TASK TO COMPLETE - What is needed is an exact copy of the entries below, with every picture left out.

(THE INPUT begins)

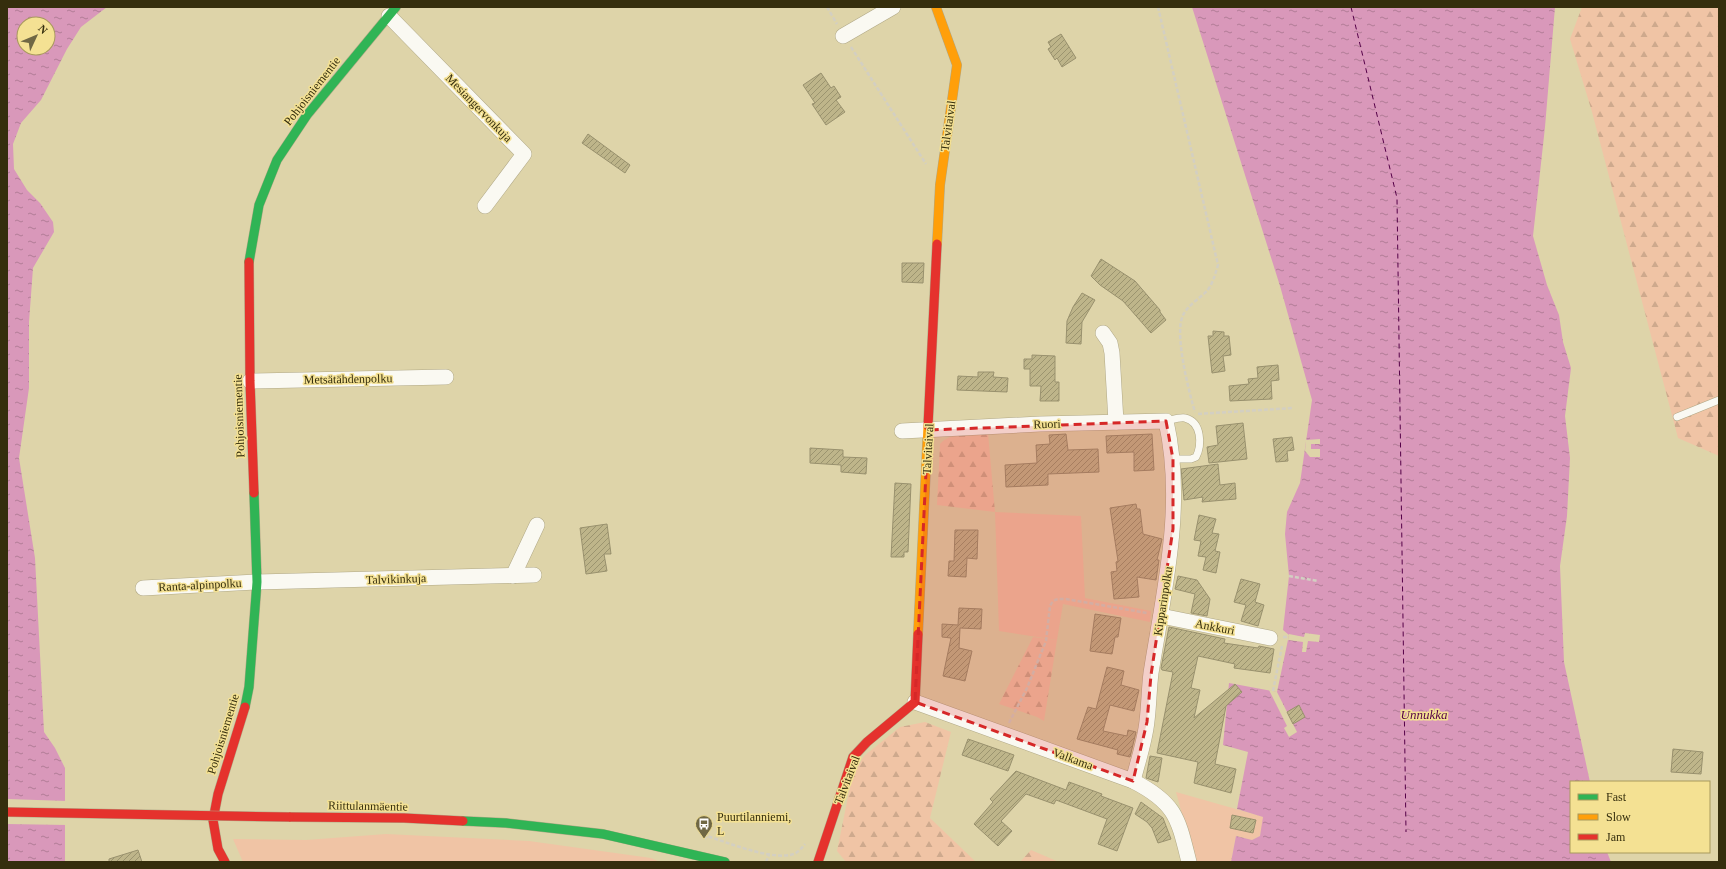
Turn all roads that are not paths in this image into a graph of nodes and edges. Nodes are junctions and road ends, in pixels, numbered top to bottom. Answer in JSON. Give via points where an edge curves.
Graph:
{"nodes":[{"id":1,"x":893,"y":7,"type":"edge"},
{"id":2,"x":936,"y":7,"type":"edge"},
{"id":3,"x":392,"y":12,"type":"edge"},
{"id":4,"x":843,"y":36,"type":"road end"},
{"id":5,"x":485,"y":206,"type":"dead end"},
{"id":6,"x":1103,"y":333,"type":"dead end"},
{"id":7,"x":446,"y":377,"type":"dead end"},
{"id":8,"x":250,"y":381,"type":"junction"},
{"id":9,"x":1719,"y":400,"type":"edge"},
{"id":10,"x":1677,"y":417,"type":"dead end"},
{"id":11,"x":1166,"y":421,"type":"junction"},
{"id":12,"x":1116,"y":422,"type":"junction"},
{"id":13,"x":928,"y":430,"type":"junction"},
{"id":14,"x":902,"y":432,"type":"dead end"},
{"id":15,"x":1173,"y":459,"type":"junction"},
{"id":16,"x":537,"y":525,"type":"dead end"},
{"id":17,"x":534,"y":575,"type":"dead end"},
{"id":18,"x":513,"y":576,"type":"junction"},
{"id":19,"x":257,"y":582,"type":"junction"},
{"id":20,"x":142,"y":588,"type":"dead end"},
{"id":21,"x":1161,"y":616,"type":"junction"},
{"id":22,"x":1277,"y":638,"type":"road end"},
{"id":23,"x":915,"y":702,"type":"junction"},
{"id":24,"x":1133,"y":780,"type":"junction"},
{"id":25,"x":7,"y":812,"type":"edge"},
{"id":26,"x":721,"y":861,"type":"edge"},
{"id":27,"x":225,"y":862,"type":"edge"},
{"id":28,"x":818,"y":862,"type":"edge"},
{"id":29,"x":1188,"y":862,"type":"edge"}],
"edges":[{"from":1,"to":4,"type":"street"},
{"from":2,"to":13,"type":"street","name":"Talvitaival","via":[[957,65],[940,185]]},
{"from":3,"to":5,"type":"street","name":"Mesiangervonkuja","via":[[524,154]]},
{"from":3,"to":8,"type":"street","name":"Pohjoisniementie","via":[[306,115],[277,160],[259,205],[249,256]]},
{"from":6,"to":12,"type":"street","via":[[1110,343],[1112,352]]},
{"from":7,"to":8,"type":"street","name":"Metsätähdenpolku"},
{"from":8,"to":19,"type":"street","name":"Pohjoisniementie"},
{"from":9,"to":10,"type":"lane"},
{"from":11,"to":12,"type":"street","name":"Ruori"},
{"from":11,"to":15,"type":"street","name":"Kipparinpolku"},
{"from":11,"to":15,"type":"lane","via":[[1184,418],[1192,422],[1199,434],[1200,443],[1196,457]]},
{"from":12,"to":13,"type":"street","name":"Ruori"},
{"from":13,"to":14,"type":"street","name":"Ruori"},
{"from":13,"to":23,"type":"street","name":"Talvitaival"},
{"from":15,"to":21,"type":"street","name":"Kipparinpolku","via":[[1173,529]]},
{"from":16,"to":18,"type":"street"},
{"from":17,"to":18,"type":"street","name":"Talvikinkuja"},
{"from":18,"to":19,"type":"street","name":"Talvikinkuja"},
{"from":19,"to":20,"type":"street","name":"Ranta-alpinpolku"},
{"from":19,"to":27,"type":"street","name":"Pohjoisniementie","via":[[249,687],[244,715],[218,794],[214,820],[218,849]]},
{"from":21,"to":22,"type":"street","name":"Ankkuri"},
{"from":21,"to":24,"type":"street","name":"Kipparinpolku","via":[[1151,675],[1147,722]]},
{"from":23,"to":24,"type":"street","name":"Valkama"},
{"from":23,"to":28,"type":"street","name":"Talvitaival","via":[[853,757]]},
{"from":24,"to":29,"type":"street","name":"Valkama","via":[[1161,798],[1172,811],[1181,828]]},
{"from":25,"to":26,"type":"street","name":"Riittulanmäentie","bridge":true,"via":[[404,818],[506,823],[603,834]]}]}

(THE INPUT ends)

RESPONSE TO THE TASK -
Turn all roads that are not paths in this image into a graph of nodes and edges. Nodes are junctions and road ends, in pixels, numbered top to bottom. Answer in JSON. Give via points where an edge curves.
Graph:
{"nodes":[{"id":1,"x":893,"y":7,"type":"edge"},
{"id":2,"x":936,"y":7,"type":"edge"},
{"id":3,"x":392,"y":12,"type":"edge"},
{"id":4,"x":843,"y":36,"type":"road end"},
{"id":5,"x":485,"y":206,"type":"dead end"},
{"id":6,"x":1103,"y":333,"type":"dead end"},
{"id":7,"x":446,"y":377,"type":"dead end"},
{"id":8,"x":250,"y":381,"type":"junction"},
{"id":9,"x":1719,"y":400,"type":"edge"},
{"id":10,"x":1677,"y":417,"type":"dead end"},
{"id":11,"x":1166,"y":421,"type":"junction"},
{"id":12,"x":1116,"y":422,"type":"junction"},
{"id":13,"x":928,"y":430,"type":"junction"},
{"id":14,"x":902,"y":432,"type":"dead end"},
{"id":15,"x":1173,"y":459,"type":"junction"},
{"id":16,"x":537,"y":525,"type":"dead end"},
{"id":17,"x":534,"y":575,"type":"dead end"},
{"id":18,"x":513,"y":576,"type":"junction"},
{"id":19,"x":257,"y":582,"type":"junction"},
{"id":20,"x":142,"y":588,"type":"dead end"},
{"id":21,"x":1161,"y":616,"type":"junction"},
{"id":22,"x":1277,"y":638,"type":"road end"},
{"id":23,"x":915,"y":702,"type":"junction"},
{"id":24,"x":1133,"y":780,"type":"junction"},
{"id":25,"x":7,"y":812,"type":"edge"},
{"id":26,"x":721,"y":861,"type":"edge"},
{"id":27,"x":225,"y":862,"type":"edge"},
{"id":28,"x":818,"y":862,"type":"edge"},
{"id":29,"x":1188,"y":862,"type":"edge"}],
"edges":[{"from":1,"to":4,"type":"street"},
{"from":2,"to":13,"type":"street","name":"Talvitaival","via":[[957,65],[940,185]]},
{"from":3,"to":5,"type":"street","name":"Mesiangervonkuja","via":[[524,154]]},
{"from":3,"to":8,"type":"street","name":"Pohjoisniementie","via":[[306,115],[277,160],[259,205],[249,256]]},
{"from":6,"to":12,"type":"street","via":[[1110,343],[1112,352]]},
{"from":7,"to":8,"type":"street","name":"Metsätähdenpolku"},
{"from":8,"to":19,"type":"street","name":"Pohjoisniementie"},
{"from":9,"to":10,"type":"lane"},
{"from":11,"to":12,"type":"street","name":"Ruori"},
{"from":11,"to":15,"type":"street","name":"Kipparinpolku"},
{"from":11,"to":15,"type":"lane","via":[[1184,418],[1192,422],[1199,434],[1200,443],[1196,457]]},
{"from":12,"to":13,"type":"street","name":"Ruori"},
{"from":13,"to":14,"type":"street","name":"Ruori"},
{"from":13,"to":23,"type":"street","name":"Talvitaival"},
{"from":15,"to":21,"type":"street","name":"Kipparinpolku","via":[[1173,529]]},
{"from":16,"to":18,"type":"street"},
{"from":17,"to":18,"type":"street","name":"Talvikinkuja"},
{"from":18,"to":19,"type":"street","name":"Talvikinkuja"},
{"from":19,"to":20,"type":"street","name":"Ranta-alpinpolku"},
{"from":19,"to":27,"type":"street","name":"Pohjoisniementie","via":[[249,687],[244,715],[218,794],[214,820],[218,849]]},
{"from":21,"to":22,"type":"street","name":"Ankkuri"},
{"from":21,"to":24,"type":"street","name":"Kipparinpolku","via":[[1151,675],[1147,722]]},
{"from":23,"to":24,"type":"street","name":"Valkama"},
{"from":23,"to":28,"type":"street","name":"Talvitaival","via":[[853,757]]},
{"from":24,"to":29,"type":"street","name":"Valkama","via":[[1161,798],[1172,811],[1181,828]]},
{"from":25,"to":26,"type":"street","name":"Riittulanmäentie","bridge":true,"via":[[404,818],[506,823],[603,834]]}]}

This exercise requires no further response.